Auguste Hecht, von der es leider kein Foto gibt,  wurde 1905 in Brno, damals zu Österreich-Ungarn gehörig, geboren und studierte Architektur 1922-1923 in Wien. Nach dem Examen als Diplom-Ingenieurin kam sie nach Berlin und arbeitete als Architektin wie auch als Journalistin (ab 1931), u.a. beim Berliner Tageblatt und beim Weltspiegel, dessen redaktionelle Leitung sie übernahm (4). Nach der Machtergreifung durch die Nationalsozialisten 1933 verlor sie ihre Anstellung. 1936 emigrierte sie über Paris nach Südafrika, wo sie 1940 heiratete, ein Café eröffnete (5) und am 17. Dezember 1950 in Johannesburg früh an einer Krebserkrankung verstarb. Wenig mehr ist über sie bekannt. In der Literatur zu Carl von Ossietzky (1889-1938) wird erwähnt, dass er den letzten Abend vor seiner Verhaftung am 27. Februar 1933 mit Freunden bei ihr verbrachte und sie in den folgenden Jahren Kontakt zu Ossietzky hielt und wichtige Informationen an den „Freundeskreis von Ossietzky“ weiterleiteten (6).

Und was wurde aus der Synagoge?

Vielleicht war es unter Architekten – und ist es auch heute noch – üblich, sich von Wettbewerbseinreichungen inspirieren zu lassen, jedenfalls modifizierte der Hauptgutachter der Ausschreibung, Alexander Beer, nach diesem Wettbewerb seinen eigenen, früheren Entwurf (Bild 2). „Jedes Ornament fehlt, nicht aber die Kultsymbole. In der Mitte überragen in abstrahierter Form die Gesetzestafeln die kubischen Baukörper und demonstrieren damit immer noch Beers Anspruch auf die Sichtbarmachung des sakralen Charakters seines Synagogenbaus“ (2). Beer erhielt dafür die Zustimmung der jüdischen Gemeinde – ein Schelm, wer Böses dabei denkt. In anderen Bereichen der Wissenschaft würde dies als mögliches Plagiat zumindest kritisch gesehen werden – aber vielleicht ist die Architektur auch eher dem künstlerischen denn dem wissenschaftlichen Feld zuzuordnen, wo man einem solchen Interessenskonflikt aus dem Wege gehen würde. 

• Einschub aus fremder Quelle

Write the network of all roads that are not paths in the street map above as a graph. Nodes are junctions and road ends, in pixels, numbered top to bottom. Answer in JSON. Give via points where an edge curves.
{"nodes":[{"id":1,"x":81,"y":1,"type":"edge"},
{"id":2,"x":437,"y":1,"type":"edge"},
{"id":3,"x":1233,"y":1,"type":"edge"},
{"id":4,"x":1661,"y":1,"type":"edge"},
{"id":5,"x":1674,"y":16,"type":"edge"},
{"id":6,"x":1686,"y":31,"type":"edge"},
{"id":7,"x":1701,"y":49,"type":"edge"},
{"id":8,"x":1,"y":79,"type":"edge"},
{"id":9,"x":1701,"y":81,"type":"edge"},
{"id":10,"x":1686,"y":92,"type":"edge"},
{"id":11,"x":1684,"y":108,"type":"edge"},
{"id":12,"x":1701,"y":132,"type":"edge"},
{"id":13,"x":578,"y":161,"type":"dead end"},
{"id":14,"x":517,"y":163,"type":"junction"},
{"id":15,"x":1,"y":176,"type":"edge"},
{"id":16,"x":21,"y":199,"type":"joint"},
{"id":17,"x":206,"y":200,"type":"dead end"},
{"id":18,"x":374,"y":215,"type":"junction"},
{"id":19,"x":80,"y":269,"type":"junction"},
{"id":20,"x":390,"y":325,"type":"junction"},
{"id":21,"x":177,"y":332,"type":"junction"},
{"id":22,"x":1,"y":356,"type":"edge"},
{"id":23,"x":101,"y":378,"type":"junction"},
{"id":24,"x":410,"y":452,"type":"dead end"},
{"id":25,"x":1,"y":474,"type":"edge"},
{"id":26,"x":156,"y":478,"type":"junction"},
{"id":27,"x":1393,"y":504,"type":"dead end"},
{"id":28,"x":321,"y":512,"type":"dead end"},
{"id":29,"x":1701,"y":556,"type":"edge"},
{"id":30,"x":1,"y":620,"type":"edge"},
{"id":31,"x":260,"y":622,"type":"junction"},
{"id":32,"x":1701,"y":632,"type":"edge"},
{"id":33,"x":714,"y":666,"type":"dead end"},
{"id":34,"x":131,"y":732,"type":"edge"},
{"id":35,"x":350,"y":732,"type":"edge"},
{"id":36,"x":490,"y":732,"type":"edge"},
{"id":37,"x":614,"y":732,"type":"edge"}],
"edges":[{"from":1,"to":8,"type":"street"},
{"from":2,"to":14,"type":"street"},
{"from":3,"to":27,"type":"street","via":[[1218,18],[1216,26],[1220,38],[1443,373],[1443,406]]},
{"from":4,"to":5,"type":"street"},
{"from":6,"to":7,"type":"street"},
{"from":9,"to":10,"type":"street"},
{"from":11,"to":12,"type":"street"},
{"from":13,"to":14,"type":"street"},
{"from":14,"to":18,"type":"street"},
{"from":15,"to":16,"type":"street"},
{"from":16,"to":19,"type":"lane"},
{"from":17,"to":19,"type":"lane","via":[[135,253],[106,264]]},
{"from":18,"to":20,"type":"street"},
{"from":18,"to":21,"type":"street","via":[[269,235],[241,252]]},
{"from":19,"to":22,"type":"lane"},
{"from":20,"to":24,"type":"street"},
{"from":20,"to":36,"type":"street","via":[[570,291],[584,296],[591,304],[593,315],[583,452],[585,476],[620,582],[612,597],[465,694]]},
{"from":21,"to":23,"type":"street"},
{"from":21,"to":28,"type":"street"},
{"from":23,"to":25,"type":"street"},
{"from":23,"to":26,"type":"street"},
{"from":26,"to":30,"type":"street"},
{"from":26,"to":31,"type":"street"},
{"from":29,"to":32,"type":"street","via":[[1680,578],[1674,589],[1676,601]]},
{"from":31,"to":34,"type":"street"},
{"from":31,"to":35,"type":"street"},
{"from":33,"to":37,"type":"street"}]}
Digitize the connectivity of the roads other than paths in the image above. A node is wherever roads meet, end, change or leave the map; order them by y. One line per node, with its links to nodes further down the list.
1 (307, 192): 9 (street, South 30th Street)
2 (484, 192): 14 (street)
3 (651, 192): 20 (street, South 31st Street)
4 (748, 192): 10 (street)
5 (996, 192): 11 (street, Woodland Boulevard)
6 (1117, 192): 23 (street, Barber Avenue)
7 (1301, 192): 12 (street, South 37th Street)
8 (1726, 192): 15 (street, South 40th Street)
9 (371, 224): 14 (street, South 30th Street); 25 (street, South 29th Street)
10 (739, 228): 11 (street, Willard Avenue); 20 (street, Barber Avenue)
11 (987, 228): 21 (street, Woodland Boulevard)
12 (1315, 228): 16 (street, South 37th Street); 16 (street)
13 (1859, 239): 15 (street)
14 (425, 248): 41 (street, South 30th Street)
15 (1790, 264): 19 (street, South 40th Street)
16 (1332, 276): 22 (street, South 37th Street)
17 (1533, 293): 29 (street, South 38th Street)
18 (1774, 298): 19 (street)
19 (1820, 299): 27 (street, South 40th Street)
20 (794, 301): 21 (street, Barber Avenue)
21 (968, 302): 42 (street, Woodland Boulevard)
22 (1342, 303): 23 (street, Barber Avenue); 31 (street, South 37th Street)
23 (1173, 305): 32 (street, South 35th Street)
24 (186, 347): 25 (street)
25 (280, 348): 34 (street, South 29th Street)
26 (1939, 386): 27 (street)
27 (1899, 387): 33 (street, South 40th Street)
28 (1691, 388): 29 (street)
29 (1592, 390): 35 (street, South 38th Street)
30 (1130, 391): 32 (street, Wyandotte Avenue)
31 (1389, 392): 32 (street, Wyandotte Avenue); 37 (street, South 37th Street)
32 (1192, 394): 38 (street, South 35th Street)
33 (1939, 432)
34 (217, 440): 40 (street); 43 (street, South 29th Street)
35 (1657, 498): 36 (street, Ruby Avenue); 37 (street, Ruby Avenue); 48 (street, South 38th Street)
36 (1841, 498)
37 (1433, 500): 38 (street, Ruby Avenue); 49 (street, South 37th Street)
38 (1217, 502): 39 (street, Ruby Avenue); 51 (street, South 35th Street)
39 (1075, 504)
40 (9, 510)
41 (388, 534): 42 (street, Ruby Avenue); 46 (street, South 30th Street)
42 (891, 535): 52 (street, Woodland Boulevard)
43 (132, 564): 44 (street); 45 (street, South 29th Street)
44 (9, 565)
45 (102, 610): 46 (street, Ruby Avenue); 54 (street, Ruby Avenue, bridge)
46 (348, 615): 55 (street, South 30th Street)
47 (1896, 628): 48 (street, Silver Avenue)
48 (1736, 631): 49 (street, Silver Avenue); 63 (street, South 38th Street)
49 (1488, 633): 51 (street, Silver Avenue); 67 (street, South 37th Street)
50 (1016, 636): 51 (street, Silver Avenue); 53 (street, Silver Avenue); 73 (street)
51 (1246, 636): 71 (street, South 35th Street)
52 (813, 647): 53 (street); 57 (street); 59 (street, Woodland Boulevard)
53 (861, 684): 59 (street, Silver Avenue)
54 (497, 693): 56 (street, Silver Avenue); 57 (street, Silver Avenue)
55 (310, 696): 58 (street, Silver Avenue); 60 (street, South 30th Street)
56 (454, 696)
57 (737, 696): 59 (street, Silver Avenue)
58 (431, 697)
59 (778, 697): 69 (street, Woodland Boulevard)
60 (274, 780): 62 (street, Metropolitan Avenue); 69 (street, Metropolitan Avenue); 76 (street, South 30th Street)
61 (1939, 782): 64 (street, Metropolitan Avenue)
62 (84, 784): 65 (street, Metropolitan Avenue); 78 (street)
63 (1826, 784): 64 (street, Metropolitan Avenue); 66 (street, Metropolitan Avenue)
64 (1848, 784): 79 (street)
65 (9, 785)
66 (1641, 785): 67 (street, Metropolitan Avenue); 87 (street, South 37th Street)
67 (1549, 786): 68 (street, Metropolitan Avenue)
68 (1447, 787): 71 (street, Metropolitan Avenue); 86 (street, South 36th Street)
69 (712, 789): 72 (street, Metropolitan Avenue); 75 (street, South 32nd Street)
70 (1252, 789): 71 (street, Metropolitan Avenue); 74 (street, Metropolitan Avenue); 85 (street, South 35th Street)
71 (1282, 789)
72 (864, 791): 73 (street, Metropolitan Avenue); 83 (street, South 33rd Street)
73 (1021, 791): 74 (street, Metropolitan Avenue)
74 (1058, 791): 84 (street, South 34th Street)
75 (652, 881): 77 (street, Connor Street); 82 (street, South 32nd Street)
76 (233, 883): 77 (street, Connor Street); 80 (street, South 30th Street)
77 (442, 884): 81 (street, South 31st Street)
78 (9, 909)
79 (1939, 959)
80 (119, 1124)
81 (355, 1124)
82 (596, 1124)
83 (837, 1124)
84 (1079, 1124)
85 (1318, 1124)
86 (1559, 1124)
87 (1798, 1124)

Aber auch Beers finaler Entwurf der Synagoge im Hansaviertel wurde dann schlussendlich nicht gebaut, da dafür ein Wohnhaus hätte abgerissen werden müssen – das schien in der Wirtschaftskrise 1929 nicht opportun. Im Sommer 1930 griff die Gemeinde daher zurück auf den Plan einer Synagoge in der Agricolastraße, auf der Basis eines anderen, ebenfalls modernen Entwurfes von Beer; es kam zwar zur Grundsteinlegung (16. September 1930), aber nicht zur Bauausführung, die am 29. April 1932 aufgrund wirtschaftlicher Erwägungen eingestellt wurde. Die nachfolgenden politischen Ereignisse – insbesondere die Reichstagswahl von 1933 – läuteten das Ende jüdischen Lebens in Berlin für eine lange Zeit ein. 

Gusti Hechts Synagogenentwurf aber würde auch heute noch sehr zeitgenössisch wirken.

Literatur

1. Konstantin Wächter. Die Berliner Gemeindesynagogen im Deutschen Kaiserreich. Integration und Selbstbehauptung. Gebrüder Mann Verlag, Berlin 2022.

2. Veronika Bendt, Rolf Bothe (Hg.): Synagogen in Berlin, Zur Geschichte einer zerstörten Architektur, Teile 1 und 2. Verlag Wilhelm Arenhövel, Berlin 1983 (Band 1, Seite 156-165)

3. Ute Maasberg, Regina Prinz: Die Neuen kommen! Weibliche Avantgarde in der Architektur der zwanziger Jahre. Hamburg o. J., Seite 89.

4. https://de.wikipedia.org/wiki/Gusti_Hecht

5. Martin Uli Mauthner: ‘Schubert Park’ – Memories of ‘Continental’ Jo’burg, in: AJR-Journal, 16. Jg. 2016, Nr. 8, Seite 5.